Posted by ShooterJohn on 18 May 2008 - 09:57 AM

I'll save you guys some time and money on building a pellet trap. There used to be plans for a silent pellet trap on the web but the guy sells them now. His were made of wood and I made a couple I still use. But I found something that works even better and can stand up to even my PCP airguns. You can get all of the materials from Home Depot. I print my own target on a 90 pound weight paper so that the pellets cut clean holes. So you can take a standard sheet of 8.5X11 paper to the store and go to the electrical department. Find the cheapest metal electrical circuit box (breaker box) that the paper fits closely over. The box fronts come off and you'll get rid of it when you get home. Then find or ask the sales person to get you to the Electrical Duct Sealant. It's a gray putty that comes in stick blocks and get enough to make one layer of it inside your box. Take your materials home and take the top off of the circuit box and throw it away. Take your duct seal and stuff it into the box.

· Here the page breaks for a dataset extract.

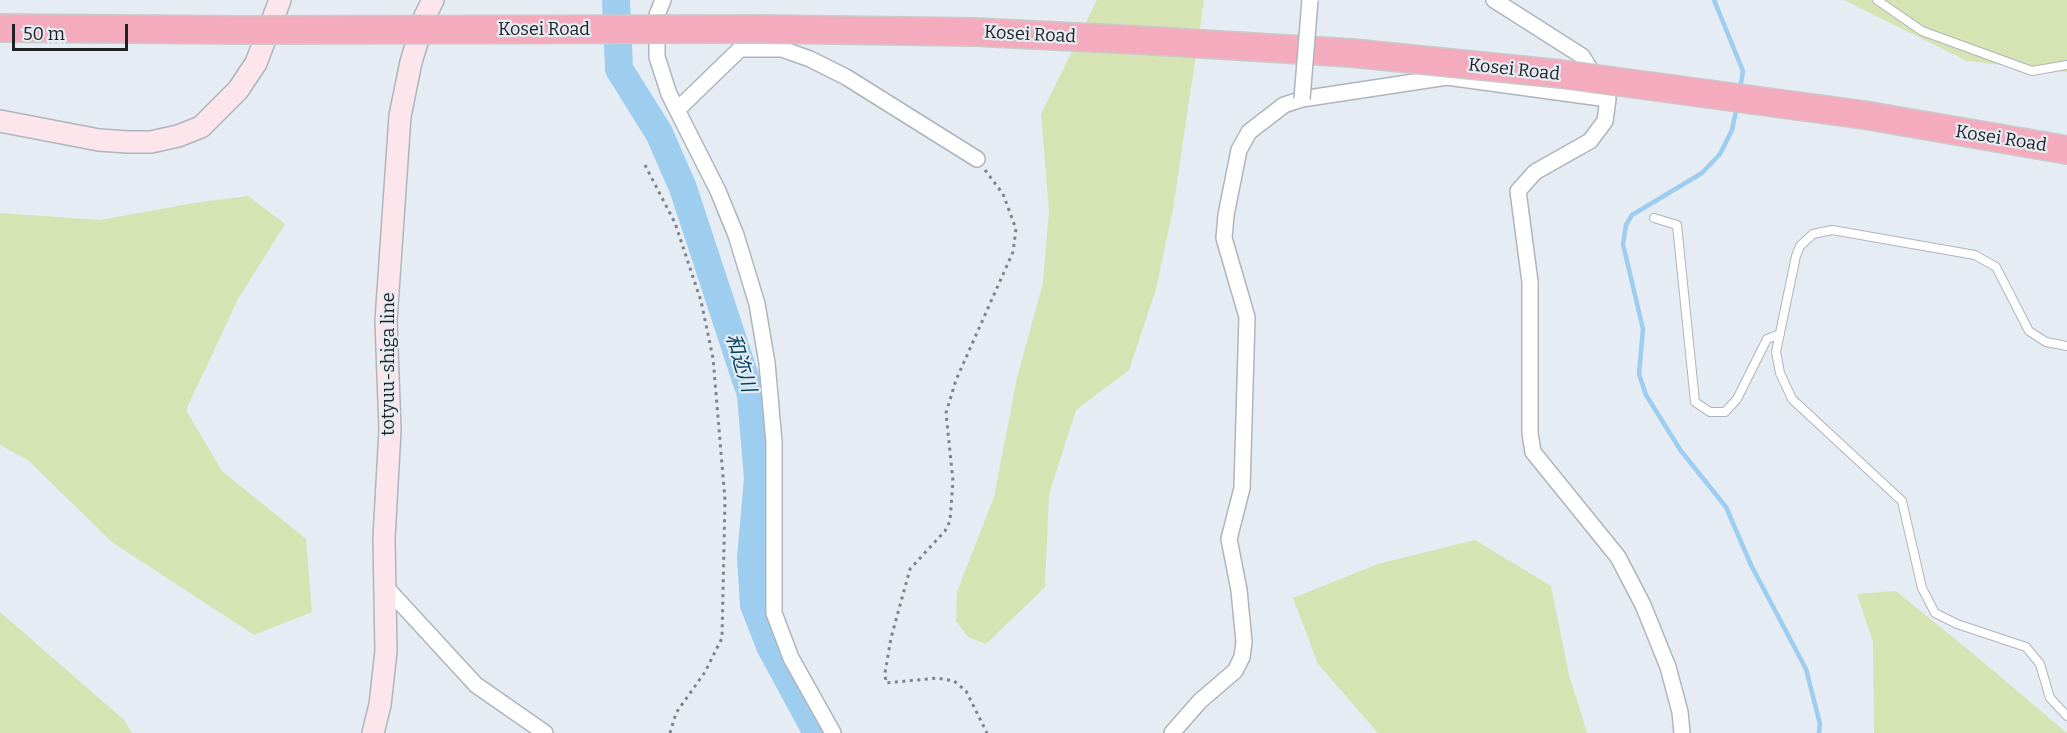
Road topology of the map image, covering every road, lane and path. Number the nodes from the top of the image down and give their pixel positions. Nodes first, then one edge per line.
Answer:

Go find a refrigerator door magnet or I use a magnetic paper clip to hold your target to the front of the metal electrical box. There you have your silent pellet trap. These are very quiet that don't splatter lead or lead dust around and you can shoot almost indefinitely into them without worrying about removing the pellets. Plus since it's a metal box you never have to worry about your pellets making a hole out the back like I did with my wooden version.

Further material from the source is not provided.